Saigon en 1975, Kaboul en 2021 : évacuations par hélicoptère depuis une ambassade des Etats-Unis.

En 1975, les États-Unis étaient face à une armée de libération nationale soutenue par tout un peuple qui expulsa d’abord le colonisateur français en 1954 avant de résister à la puissance de feu des armées US pendant plusieurs années. Le Vietnam était un lieu d’affrontement des deux blocs de la Guerre froide, les Vietnamiens étaient donc soutenus par les communistes dans le monde, ainsi que par des États. Conscient que la guerre était perdue en 1973, Washington s’est retiré et moins de deux ans plus tard, le pouvoir soutenu par les Occidentaux était vaincu par une offensive militaire de l’armée de libération.
En 2021, la situation est toute autre. L’armée américaine n’était pas seule à envahir et occuper l’Afghanistan. Elle a été suivie par les pays de l’OTAN dont la France au motif que les États-Unis, membre de l’OTAN, était agressés. Les attaques du 11 septembre 2001 n’avaient pourtant pas été revendiqués par l’État afghan, mais par une organisation terroriste créée par les États-Unis pour faire la guerre à l’Afghanistan laïc qui promouvait l’enseignement pour les filles et l’autonomie des femmes. Après la destruction de l’État afghan et son remplacement par un émirat dirigé par des Talibans, cette organisation s’était retournée contre son créateur.
Washington a alors de fait déclaré la guerre à l’Afghanistan dirigés par les Talibans, accusés de ne pas livrer les coupables désignés par les USA et donc de soutenir les terroristes.

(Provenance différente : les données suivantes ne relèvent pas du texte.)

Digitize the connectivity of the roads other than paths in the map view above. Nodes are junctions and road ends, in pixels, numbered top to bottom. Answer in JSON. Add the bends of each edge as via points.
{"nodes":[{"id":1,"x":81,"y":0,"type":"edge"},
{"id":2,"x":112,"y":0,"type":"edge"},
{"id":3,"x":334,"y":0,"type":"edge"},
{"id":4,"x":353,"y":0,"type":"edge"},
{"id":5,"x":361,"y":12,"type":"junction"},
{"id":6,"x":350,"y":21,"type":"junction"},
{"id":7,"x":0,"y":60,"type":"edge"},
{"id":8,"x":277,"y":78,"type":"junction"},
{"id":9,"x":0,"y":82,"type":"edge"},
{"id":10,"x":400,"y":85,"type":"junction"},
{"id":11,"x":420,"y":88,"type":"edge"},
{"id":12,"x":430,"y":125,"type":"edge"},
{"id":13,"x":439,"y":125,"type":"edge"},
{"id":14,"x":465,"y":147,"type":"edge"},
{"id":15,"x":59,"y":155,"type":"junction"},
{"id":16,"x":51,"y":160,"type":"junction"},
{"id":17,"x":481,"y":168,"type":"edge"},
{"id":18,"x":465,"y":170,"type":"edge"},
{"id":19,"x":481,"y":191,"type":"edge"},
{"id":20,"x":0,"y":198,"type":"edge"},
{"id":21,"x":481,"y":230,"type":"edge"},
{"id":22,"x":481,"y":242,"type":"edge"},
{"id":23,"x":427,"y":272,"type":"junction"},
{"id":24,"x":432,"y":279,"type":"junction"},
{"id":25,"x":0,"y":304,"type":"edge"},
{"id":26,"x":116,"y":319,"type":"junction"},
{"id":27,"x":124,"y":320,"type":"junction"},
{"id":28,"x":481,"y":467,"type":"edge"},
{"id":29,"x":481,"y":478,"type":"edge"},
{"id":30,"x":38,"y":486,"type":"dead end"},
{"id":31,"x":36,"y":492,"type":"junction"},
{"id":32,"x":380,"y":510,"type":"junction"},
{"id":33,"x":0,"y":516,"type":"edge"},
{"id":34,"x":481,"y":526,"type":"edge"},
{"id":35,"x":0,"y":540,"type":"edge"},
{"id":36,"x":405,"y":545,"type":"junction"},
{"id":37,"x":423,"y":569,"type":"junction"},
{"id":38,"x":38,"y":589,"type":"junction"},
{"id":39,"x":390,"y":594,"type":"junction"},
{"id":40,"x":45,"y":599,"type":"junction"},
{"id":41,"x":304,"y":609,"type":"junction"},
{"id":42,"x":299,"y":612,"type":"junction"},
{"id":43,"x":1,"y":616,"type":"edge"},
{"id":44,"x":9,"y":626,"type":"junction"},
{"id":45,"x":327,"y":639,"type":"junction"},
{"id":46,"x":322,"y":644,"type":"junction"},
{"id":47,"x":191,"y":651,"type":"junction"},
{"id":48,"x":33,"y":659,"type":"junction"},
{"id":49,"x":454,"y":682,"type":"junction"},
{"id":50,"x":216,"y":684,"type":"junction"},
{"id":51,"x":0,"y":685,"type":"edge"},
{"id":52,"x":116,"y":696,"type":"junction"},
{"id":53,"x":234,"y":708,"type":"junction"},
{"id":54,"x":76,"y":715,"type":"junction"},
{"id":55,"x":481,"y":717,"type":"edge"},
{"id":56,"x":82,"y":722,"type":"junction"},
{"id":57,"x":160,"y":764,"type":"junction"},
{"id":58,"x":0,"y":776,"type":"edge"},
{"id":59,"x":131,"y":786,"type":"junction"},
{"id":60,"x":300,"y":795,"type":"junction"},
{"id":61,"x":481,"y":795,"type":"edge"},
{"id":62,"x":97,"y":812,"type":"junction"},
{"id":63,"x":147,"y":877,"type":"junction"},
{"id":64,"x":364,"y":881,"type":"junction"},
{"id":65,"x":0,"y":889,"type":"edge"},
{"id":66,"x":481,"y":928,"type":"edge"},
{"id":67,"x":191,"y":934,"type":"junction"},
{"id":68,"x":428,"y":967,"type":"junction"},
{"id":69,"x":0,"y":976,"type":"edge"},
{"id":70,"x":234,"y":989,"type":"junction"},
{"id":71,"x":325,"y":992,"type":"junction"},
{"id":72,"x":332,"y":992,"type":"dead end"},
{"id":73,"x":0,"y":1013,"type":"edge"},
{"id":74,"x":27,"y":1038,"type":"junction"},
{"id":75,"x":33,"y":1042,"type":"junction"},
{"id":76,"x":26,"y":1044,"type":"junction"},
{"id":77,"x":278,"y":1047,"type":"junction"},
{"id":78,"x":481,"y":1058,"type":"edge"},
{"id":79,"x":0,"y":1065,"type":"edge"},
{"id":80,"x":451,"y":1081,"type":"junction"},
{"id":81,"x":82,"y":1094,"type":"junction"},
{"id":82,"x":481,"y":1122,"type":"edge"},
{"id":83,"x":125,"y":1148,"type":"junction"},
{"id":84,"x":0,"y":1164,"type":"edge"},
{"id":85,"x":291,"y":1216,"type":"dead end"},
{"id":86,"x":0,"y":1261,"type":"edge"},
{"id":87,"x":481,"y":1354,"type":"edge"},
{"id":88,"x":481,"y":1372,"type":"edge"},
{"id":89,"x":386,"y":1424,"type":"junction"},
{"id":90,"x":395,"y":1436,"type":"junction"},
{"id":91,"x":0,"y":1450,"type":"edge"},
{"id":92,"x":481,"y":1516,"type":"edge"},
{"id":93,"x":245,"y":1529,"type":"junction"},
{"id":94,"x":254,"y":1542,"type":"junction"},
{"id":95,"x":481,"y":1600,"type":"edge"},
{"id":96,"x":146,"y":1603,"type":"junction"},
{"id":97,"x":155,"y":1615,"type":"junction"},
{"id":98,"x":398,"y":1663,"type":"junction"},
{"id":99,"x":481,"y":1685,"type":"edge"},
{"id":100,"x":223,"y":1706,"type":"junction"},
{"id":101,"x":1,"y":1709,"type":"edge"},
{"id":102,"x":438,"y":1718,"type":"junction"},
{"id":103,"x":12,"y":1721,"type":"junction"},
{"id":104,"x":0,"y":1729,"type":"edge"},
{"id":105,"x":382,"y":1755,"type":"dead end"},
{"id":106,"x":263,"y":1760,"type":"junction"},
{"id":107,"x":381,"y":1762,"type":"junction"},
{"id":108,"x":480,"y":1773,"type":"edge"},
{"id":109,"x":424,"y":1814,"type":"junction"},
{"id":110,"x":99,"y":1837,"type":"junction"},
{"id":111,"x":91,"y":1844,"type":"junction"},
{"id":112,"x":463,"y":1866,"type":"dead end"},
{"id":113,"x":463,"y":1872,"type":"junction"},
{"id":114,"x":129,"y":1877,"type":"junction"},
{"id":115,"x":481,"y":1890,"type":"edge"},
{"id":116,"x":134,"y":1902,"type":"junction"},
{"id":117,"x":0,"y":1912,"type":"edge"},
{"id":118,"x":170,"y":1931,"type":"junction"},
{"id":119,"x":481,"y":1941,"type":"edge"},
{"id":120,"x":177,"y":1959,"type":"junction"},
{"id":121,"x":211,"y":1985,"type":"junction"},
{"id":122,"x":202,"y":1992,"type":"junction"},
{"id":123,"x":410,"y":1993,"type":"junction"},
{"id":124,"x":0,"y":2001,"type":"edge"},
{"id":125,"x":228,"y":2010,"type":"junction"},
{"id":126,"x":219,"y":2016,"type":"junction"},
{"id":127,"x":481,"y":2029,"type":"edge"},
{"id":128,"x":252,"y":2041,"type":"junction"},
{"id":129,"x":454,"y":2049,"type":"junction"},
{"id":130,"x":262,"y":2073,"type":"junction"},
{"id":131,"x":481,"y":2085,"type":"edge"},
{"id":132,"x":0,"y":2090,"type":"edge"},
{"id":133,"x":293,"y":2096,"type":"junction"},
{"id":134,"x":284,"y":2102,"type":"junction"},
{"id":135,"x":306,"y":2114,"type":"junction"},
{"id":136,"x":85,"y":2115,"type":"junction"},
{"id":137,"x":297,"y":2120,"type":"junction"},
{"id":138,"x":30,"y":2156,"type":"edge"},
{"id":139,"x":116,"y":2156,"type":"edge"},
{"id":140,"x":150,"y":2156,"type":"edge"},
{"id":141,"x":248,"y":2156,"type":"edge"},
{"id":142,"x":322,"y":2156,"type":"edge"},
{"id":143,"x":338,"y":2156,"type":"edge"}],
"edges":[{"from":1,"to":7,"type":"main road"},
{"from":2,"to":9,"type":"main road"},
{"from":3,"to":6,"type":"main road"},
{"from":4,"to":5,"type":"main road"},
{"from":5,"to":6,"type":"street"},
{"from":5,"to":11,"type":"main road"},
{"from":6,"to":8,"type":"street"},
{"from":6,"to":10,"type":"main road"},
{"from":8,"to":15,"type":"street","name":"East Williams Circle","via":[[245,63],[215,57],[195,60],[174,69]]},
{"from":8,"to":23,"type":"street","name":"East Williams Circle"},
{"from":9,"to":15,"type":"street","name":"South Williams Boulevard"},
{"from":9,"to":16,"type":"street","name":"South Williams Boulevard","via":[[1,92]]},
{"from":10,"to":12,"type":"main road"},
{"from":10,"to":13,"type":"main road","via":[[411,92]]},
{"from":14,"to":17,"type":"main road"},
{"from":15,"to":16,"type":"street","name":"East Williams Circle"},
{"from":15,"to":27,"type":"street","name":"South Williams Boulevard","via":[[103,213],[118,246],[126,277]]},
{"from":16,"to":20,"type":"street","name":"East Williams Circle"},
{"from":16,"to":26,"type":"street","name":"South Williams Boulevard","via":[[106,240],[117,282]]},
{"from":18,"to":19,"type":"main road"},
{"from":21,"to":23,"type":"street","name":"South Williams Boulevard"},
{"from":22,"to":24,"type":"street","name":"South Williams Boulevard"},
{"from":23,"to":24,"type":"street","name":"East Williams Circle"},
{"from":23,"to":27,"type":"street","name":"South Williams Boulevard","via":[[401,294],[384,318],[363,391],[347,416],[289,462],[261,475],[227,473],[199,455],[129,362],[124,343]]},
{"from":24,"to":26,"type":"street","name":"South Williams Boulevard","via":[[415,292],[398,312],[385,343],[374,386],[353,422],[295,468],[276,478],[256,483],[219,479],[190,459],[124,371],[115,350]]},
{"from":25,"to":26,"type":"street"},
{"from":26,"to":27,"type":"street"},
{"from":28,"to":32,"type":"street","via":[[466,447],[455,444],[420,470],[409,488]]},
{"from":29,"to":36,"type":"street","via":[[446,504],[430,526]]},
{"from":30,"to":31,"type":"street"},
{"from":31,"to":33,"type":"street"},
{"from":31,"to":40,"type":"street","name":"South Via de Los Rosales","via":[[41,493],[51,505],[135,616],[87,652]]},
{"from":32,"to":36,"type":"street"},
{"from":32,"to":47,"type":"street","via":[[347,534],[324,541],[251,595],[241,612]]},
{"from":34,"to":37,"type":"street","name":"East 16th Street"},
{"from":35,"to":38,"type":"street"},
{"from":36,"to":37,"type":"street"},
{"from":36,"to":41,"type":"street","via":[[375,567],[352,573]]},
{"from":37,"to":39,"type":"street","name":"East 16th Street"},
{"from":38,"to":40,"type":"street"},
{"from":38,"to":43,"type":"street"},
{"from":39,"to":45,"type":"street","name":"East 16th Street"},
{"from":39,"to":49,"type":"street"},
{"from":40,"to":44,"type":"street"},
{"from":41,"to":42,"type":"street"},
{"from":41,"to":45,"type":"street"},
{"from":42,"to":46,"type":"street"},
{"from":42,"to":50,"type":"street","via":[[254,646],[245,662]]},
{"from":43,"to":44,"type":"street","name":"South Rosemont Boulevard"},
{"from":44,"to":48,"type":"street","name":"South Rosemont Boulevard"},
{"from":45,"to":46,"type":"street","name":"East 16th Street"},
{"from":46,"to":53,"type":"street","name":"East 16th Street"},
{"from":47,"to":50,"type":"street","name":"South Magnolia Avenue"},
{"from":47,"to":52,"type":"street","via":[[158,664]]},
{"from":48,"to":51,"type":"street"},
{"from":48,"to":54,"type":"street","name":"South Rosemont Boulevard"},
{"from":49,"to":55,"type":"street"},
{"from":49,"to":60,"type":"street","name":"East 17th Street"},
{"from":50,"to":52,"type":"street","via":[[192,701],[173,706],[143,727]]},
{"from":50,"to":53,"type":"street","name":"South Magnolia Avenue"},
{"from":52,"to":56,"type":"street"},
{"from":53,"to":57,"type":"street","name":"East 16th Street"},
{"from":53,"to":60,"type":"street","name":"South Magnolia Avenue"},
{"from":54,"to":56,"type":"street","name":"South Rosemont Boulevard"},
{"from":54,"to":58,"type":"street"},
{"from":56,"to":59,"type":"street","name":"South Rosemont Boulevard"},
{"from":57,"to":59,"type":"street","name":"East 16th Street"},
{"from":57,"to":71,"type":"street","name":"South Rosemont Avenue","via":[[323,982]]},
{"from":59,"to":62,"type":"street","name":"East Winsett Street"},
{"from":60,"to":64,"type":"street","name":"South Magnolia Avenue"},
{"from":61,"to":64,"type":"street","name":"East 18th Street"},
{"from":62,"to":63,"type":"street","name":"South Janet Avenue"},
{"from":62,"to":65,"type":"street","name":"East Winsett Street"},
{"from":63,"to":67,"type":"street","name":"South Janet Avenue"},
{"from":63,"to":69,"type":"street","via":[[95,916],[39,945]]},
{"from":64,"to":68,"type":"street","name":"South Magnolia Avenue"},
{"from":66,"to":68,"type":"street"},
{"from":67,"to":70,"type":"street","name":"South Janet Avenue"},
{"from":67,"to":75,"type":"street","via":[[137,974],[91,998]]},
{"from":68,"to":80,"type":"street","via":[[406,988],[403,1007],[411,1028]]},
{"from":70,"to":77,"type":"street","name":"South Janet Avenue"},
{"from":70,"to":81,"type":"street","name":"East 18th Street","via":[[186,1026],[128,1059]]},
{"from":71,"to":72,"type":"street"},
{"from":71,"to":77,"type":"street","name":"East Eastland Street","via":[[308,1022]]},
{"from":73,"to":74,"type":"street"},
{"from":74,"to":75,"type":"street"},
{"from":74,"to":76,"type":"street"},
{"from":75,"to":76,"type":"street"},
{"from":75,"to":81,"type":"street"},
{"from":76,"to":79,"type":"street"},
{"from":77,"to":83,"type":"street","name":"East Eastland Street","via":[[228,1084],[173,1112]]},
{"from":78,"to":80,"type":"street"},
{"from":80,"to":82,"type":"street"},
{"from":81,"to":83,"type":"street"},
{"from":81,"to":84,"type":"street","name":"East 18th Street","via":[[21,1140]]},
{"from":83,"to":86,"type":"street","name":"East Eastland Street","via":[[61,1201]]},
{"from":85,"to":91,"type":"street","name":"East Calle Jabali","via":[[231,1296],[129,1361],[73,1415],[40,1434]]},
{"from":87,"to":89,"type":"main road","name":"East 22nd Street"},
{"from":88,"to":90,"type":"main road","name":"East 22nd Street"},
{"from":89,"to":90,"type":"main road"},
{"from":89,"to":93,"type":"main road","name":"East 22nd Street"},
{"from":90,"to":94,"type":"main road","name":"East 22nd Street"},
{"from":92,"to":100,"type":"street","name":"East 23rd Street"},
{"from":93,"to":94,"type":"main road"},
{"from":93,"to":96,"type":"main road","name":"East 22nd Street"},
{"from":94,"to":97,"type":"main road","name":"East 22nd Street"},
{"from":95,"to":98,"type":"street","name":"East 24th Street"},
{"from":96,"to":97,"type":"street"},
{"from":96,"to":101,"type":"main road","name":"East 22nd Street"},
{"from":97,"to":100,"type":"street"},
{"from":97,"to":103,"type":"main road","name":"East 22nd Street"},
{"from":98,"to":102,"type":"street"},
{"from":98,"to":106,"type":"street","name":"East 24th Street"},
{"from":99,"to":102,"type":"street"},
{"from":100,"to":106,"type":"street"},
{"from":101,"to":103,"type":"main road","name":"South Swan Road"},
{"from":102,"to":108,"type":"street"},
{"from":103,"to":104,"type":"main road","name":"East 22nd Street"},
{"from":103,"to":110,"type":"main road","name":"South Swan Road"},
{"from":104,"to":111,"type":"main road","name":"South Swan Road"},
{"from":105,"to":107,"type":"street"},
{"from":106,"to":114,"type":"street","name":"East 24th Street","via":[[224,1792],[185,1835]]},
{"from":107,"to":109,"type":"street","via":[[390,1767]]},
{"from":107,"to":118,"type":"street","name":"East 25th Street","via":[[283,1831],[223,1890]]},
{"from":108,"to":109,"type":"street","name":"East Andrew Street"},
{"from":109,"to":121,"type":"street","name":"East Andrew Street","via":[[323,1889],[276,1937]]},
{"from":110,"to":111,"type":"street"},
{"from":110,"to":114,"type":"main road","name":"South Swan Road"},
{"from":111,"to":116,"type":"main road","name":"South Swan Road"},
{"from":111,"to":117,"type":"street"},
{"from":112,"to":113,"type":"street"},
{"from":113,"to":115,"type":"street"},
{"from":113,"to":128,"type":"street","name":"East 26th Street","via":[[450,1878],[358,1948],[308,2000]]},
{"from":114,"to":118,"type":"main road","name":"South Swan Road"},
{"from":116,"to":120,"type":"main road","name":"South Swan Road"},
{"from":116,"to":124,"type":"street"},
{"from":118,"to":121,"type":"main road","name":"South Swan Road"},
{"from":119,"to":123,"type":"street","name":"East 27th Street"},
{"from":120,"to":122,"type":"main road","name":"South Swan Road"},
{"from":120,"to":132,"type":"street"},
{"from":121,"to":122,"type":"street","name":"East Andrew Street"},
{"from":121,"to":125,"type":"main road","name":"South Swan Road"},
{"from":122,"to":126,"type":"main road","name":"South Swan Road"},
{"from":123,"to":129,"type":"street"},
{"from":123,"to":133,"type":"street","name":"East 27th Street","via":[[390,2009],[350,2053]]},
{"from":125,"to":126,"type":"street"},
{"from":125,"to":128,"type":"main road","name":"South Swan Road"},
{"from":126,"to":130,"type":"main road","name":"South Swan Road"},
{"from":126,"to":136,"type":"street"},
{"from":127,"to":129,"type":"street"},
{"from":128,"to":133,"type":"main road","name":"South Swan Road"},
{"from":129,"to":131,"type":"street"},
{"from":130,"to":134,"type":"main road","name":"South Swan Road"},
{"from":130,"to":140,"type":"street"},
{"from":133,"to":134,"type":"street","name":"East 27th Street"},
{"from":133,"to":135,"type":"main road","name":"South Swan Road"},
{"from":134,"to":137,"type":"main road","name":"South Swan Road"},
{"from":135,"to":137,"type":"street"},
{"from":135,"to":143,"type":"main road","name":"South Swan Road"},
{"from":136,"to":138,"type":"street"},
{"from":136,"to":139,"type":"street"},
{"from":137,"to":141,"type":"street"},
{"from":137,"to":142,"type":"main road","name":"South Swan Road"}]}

L’OTAN a emboîté le pas, et des dizaines de milliers de ses soldats ont alors occupé l’Afghanistan pendant 20 ans.

Une guerre de 20 ans

Pendant ces 20 années, les armées occidentales n’ont pas réussi à vaincre les Talibans. Pourtant ces derniers ne pouvaient revendiquer un large soutien de la population et de l’opinion internationale, compte tenu des exactions qu’ils avaient commises durant les 5 années où ils avaient dirigé l’Afghanistan, entre 1996 et 2001. Les femmes étaient la principale cible des Talibans. Durant cette période, leurs droits ont considérablement régressé : d’égales des hommes sous le régime laïc, les Afghanes étaient traitées comme le sont les femmes en Arabie Saoudite sous celui des Talibans. Ceci explique pourquoi ces derniers ne bénéficiaient donc pas du soutien d’État bien établis et de conseillers militaires d’armées étrangères.
Pourtant, au cours de ces 20 dernières années, l’objectif d’annihiler les organisations terroristes en Afghanistan n’a pas été rempli par l’OTAN. Hier au Conseil de Sécurité de l’ONU, le représentant de la Chine a justement rappelé qu’au contraire, ces groupes violents y ont prospéré, avec en particulier l’émergence de l’État islamique, Daesh.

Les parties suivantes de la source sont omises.